PROVIDED RECORDS ->
★ ★ ★

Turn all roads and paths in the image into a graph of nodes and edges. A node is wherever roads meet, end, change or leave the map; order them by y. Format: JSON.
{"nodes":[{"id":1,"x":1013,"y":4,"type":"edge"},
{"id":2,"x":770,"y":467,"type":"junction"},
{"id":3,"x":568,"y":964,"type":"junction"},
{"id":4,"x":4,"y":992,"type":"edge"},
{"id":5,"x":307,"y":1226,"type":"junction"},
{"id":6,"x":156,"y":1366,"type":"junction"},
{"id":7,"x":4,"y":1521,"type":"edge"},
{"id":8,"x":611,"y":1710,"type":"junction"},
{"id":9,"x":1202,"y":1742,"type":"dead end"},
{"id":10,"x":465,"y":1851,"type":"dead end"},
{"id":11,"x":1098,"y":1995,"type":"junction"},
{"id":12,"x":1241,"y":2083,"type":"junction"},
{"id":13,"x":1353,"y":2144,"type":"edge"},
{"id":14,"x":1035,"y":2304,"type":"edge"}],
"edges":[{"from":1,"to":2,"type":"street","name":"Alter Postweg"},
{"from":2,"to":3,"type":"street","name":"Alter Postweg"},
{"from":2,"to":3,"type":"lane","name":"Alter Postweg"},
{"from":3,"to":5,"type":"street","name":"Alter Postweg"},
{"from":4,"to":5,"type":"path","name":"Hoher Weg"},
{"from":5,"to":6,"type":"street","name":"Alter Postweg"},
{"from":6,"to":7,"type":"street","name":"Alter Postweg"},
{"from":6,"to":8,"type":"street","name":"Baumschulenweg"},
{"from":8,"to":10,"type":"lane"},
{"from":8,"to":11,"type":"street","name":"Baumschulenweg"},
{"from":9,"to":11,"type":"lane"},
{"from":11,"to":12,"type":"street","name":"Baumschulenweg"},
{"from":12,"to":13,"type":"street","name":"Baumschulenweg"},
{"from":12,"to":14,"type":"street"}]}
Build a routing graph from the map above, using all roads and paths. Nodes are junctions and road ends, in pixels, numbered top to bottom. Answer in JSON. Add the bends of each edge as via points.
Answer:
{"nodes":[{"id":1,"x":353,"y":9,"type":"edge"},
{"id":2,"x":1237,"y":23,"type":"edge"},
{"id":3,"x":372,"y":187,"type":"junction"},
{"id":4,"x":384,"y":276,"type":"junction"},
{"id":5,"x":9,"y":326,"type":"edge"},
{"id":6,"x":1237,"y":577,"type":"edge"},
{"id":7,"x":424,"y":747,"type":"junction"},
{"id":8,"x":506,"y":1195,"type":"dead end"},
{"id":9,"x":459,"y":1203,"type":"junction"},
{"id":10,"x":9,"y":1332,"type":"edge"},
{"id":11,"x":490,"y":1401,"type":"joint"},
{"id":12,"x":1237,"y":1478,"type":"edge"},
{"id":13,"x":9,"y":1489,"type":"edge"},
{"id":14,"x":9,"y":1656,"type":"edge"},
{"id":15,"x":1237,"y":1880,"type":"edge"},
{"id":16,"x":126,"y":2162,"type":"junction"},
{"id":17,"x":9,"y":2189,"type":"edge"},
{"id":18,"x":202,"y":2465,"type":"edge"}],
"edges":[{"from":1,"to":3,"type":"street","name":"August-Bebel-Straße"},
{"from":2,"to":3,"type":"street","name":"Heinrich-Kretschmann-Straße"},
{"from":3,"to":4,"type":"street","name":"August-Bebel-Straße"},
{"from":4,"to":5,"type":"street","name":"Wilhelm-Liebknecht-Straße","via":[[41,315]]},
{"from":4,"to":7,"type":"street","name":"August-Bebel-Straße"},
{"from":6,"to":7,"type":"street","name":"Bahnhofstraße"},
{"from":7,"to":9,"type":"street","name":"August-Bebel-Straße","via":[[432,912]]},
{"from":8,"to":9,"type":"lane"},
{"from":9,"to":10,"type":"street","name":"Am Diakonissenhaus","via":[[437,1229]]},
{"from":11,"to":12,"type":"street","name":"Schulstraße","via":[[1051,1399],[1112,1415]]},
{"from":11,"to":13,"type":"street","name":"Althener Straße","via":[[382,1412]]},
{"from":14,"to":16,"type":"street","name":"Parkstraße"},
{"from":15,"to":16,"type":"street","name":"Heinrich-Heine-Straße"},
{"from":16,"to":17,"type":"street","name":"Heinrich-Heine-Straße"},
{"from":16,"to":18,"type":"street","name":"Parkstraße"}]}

★ ★ ★

EXERCISE BRIEF ->
You are asked to transcribe all of the data above exactly.

SOLUTION ->
Turn all roads and paths in the image into a graph of nodes and edges. A node is wherever roads meet, end, change or leave the map; order them by y. Format: JSON.
{"nodes":[{"id":1,"x":1013,"y":4,"type":"edge"},
{"id":2,"x":770,"y":467,"type":"junction"},
{"id":3,"x":568,"y":964,"type":"junction"},
{"id":4,"x":4,"y":992,"type":"edge"},
{"id":5,"x":307,"y":1226,"type":"junction"},
{"id":6,"x":156,"y":1366,"type":"junction"},
{"id":7,"x":4,"y":1521,"type":"edge"},
{"id":8,"x":611,"y":1710,"type":"junction"},
{"id":9,"x":1202,"y":1742,"type":"dead end"},
{"id":10,"x":465,"y":1851,"type":"dead end"},
{"id":11,"x":1098,"y":1995,"type":"junction"},
{"id":12,"x":1241,"y":2083,"type":"junction"},
{"id":13,"x":1353,"y":2144,"type":"edge"},
{"id":14,"x":1035,"y":2304,"type":"edge"}],
"edges":[{"from":1,"to":2,"type":"street","name":"Alter Postweg"},
{"from":2,"to":3,"type":"street","name":"Alter Postweg"},
{"from":2,"to":3,"type":"lane","name":"Alter Postweg"},
{"from":3,"to":5,"type":"street","name":"Alter Postweg"},
{"from":4,"to":5,"type":"path","name":"Hoher Weg"},
{"from":5,"to":6,"type":"street","name":"Alter Postweg"},
{"from":6,"to":7,"type":"street","name":"Alter Postweg"},
{"from":6,"to":8,"type":"street","name":"Baumschulenweg"},
{"from":8,"to":10,"type":"lane"},
{"from":8,"to":11,"type":"street","name":"Baumschulenweg"},
{"from":9,"to":11,"type":"lane"},
{"from":11,"to":12,"type":"street","name":"Baumschulenweg"},
{"from":12,"to":13,"type":"street","name":"Baumschulenweg"},
{"from":12,"to":14,"type":"street"}]}
Build a routing graph from the map above, using all roads and paths. Nodes are junctions and road ends, in pixels, numbered top to bottom. Answer in JSON. Add the bends of each edge as via points.
Answer:
{"nodes":[{"id":1,"x":353,"y":9,"type":"edge"},
{"id":2,"x":1237,"y":23,"type":"edge"},
{"id":3,"x":372,"y":187,"type":"junction"},
{"id":4,"x":384,"y":276,"type":"junction"},
{"id":5,"x":9,"y":326,"type":"edge"},
{"id":6,"x":1237,"y":577,"type":"edge"},
{"id":7,"x":424,"y":747,"type":"junction"},
{"id":8,"x":506,"y":1195,"type":"dead end"},
{"id":9,"x":459,"y":1203,"type":"junction"},
{"id":10,"x":9,"y":1332,"type":"edge"},
{"id":11,"x":490,"y":1401,"type":"joint"},
{"id":12,"x":1237,"y":1478,"type":"edge"},
{"id":13,"x":9,"y":1489,"type":"edge"},
{"id":14,"x":9,"y":1656,"type":"edge"},
{"id":15,"x":1237,"y":1880,"type":"edge"},
{"id":16,"x":126,"y":2162,"type":"junction"},
{"id":17,"x":9,"y":2189,"type":"edge"},
{"id":18,"x":202,"y":2465,"type":"edge"}],
"edges":[{"from":1,"to":3,"type":"street","name":"August-Bebel-Straße"},
{"from":2,"to":3,"type":"street","name":"Heinrich-Kretschmann-Straße"},
{"from":3,"to":4,"type":"street","name":"August-Bebel-Straße"},
{"from":4,"to":5,"type":"street","name":"Wilhelm-Liebknecht-Straße","via":[[41,315]]},
{"from":4,"to":7,"type":"street","name":"August-Bebel-Straße"},
{"from":6,"to":7,"type":"street","name":"Bahnhofstraße"},
{"from":7,"to":9,"type":"street","name":"August-Bebel-Straße","via":[[432,912]]},
{"from":8,"to":9,"type":"lane"},
{"from":9,"to":10,"type":"street","name":"Am Diakonissenhaus","via":[[437,1229]]},
{"from":11,"to":12,"type":"street","name":"Schulstraße","via":[[1051,1399],[1112,1415]]},
{"from":11,"to":13,"type":"street","name":"Althener Straße","via":[[382,1412]]},
{"from":14,"to":16,"type":"street","name":"Parkstraße"},
{"from":15,"to":16,"type":"street","name":"Heinrich-Heine-Straße"},
{"from":16,"to":17,"type":"street","name":"Heinrich-Heine-Straße"},
{"from":16,"to":18,"type":"street","name":"Parkstraße"}]}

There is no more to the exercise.